A macular hole is a small break or hole in the central portion of the retina, called the macula. The macula is the central part of the retina which is responsible for distinguishing small details. Macular holes occur most frequently in healthy people and are most common in people in their 60s and 70s.
This upper left photograph shows the normal retina and macula (central part of the macula) appearance. On the upper right, you see a macula with a central macular hole. On the OCT (cross sectional scan), you see that there is a gap in the macula in the center.
Macular holes occur when the portion of the vitreous gel that lies on the macula spontaneously contracts, pulling some macula with it. When the pulling is strong enough, a hole can develop in the center, causing compromise of the loss of fine vision.
How Is a Macular Hole Treated?
In rare cases, the macular hole closes on its own resulting in improved vision. In a majority of cases, retina specialists can perform vitrectomy surgery to close the retinal hole and thus improve vision.
Repair of a macular hole involves two parts:
- Removing the vitreous gel that caused pulling inside the eye, and
- Placing a gas bubble that will put a tamponade on the hole and cause it to close.

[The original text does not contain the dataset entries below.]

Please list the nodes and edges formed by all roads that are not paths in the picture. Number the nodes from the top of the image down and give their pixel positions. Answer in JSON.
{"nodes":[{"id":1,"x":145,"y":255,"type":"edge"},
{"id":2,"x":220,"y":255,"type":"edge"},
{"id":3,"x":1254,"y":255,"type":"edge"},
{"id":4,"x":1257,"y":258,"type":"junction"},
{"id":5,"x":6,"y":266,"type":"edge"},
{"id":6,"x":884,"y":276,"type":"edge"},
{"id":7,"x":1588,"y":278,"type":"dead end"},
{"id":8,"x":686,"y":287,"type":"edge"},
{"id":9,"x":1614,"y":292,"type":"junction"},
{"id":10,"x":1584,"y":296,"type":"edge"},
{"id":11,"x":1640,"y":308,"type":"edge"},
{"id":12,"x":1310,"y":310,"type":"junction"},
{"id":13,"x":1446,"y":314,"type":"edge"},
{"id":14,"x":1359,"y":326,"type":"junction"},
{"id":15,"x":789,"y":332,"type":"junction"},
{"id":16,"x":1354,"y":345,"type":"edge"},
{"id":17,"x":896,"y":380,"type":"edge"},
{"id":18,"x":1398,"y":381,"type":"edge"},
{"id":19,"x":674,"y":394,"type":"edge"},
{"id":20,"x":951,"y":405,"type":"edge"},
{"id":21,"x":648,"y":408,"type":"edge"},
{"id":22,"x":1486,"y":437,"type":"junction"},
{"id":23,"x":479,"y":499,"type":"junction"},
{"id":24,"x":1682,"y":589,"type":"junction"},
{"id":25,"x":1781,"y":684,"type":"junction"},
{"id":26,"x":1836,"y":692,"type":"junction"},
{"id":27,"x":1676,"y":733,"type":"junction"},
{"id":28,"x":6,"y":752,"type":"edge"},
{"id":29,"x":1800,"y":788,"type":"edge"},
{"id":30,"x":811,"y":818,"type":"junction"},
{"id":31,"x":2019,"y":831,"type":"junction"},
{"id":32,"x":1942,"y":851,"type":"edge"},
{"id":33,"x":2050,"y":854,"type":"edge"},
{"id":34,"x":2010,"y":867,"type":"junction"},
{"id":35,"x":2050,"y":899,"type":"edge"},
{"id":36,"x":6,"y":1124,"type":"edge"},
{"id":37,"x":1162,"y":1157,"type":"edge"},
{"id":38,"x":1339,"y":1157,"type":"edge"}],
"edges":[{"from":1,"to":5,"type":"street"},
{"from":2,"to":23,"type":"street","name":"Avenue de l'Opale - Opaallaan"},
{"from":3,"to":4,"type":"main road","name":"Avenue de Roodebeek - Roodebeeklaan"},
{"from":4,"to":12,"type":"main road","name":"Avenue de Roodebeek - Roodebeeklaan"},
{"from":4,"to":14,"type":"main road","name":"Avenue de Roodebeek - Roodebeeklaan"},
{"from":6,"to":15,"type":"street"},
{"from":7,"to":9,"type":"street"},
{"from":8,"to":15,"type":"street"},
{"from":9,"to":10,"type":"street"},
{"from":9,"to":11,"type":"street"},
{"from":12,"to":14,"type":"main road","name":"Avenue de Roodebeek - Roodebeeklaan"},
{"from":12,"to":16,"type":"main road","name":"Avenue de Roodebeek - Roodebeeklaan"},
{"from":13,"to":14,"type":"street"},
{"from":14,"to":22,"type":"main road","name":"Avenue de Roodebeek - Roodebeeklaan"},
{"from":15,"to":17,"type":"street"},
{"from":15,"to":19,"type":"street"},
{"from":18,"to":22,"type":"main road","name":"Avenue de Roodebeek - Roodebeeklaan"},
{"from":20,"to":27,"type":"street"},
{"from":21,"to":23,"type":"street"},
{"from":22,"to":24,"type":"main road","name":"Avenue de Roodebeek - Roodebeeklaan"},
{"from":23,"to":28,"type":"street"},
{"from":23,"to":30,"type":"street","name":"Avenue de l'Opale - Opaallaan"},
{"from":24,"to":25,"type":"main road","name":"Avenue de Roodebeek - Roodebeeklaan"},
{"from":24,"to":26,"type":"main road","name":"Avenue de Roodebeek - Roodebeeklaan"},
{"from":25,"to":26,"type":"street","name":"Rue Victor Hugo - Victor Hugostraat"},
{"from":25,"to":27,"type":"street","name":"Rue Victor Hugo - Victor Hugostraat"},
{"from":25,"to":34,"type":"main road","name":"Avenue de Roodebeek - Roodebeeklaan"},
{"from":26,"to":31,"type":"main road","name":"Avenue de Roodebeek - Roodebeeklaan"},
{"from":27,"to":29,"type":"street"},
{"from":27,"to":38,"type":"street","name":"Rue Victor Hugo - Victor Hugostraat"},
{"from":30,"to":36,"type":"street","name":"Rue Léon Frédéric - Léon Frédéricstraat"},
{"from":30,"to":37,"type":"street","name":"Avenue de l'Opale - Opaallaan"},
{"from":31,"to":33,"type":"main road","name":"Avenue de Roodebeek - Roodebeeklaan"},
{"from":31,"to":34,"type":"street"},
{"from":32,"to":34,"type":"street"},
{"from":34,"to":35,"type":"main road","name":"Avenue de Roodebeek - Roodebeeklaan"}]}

Vitrectomy is the term for removing the vitreous gel or fibrous membrane which causes pulling inside the eye. When this gel is removed as well as any other membranes on the retina that causes tension on the tissue, the retina regains the elasticity to close the hole. A temporary gas bubble is placed in the eye to put pressure on the hole, which helps it close. The bubble is then absorbed by the body over weeks and is replaced by the normal saline solution produced by the inside of the eye. In order to help the macular hole close, the patient will position lying face down for approximately one week to place the maximal pressure on the hole and maximize the chance of a successful closure.
Advancements in surgical techniques have improved post-operative macular hole closure rates to better than 95%. Success rates depend on the size of the original hole and the length of time a hole is present. Vision can continue to improve 6–12 months after macular hole closure and the best visual prognosis is achieved when macular holes are operated on within 6 months of the start of symptoms.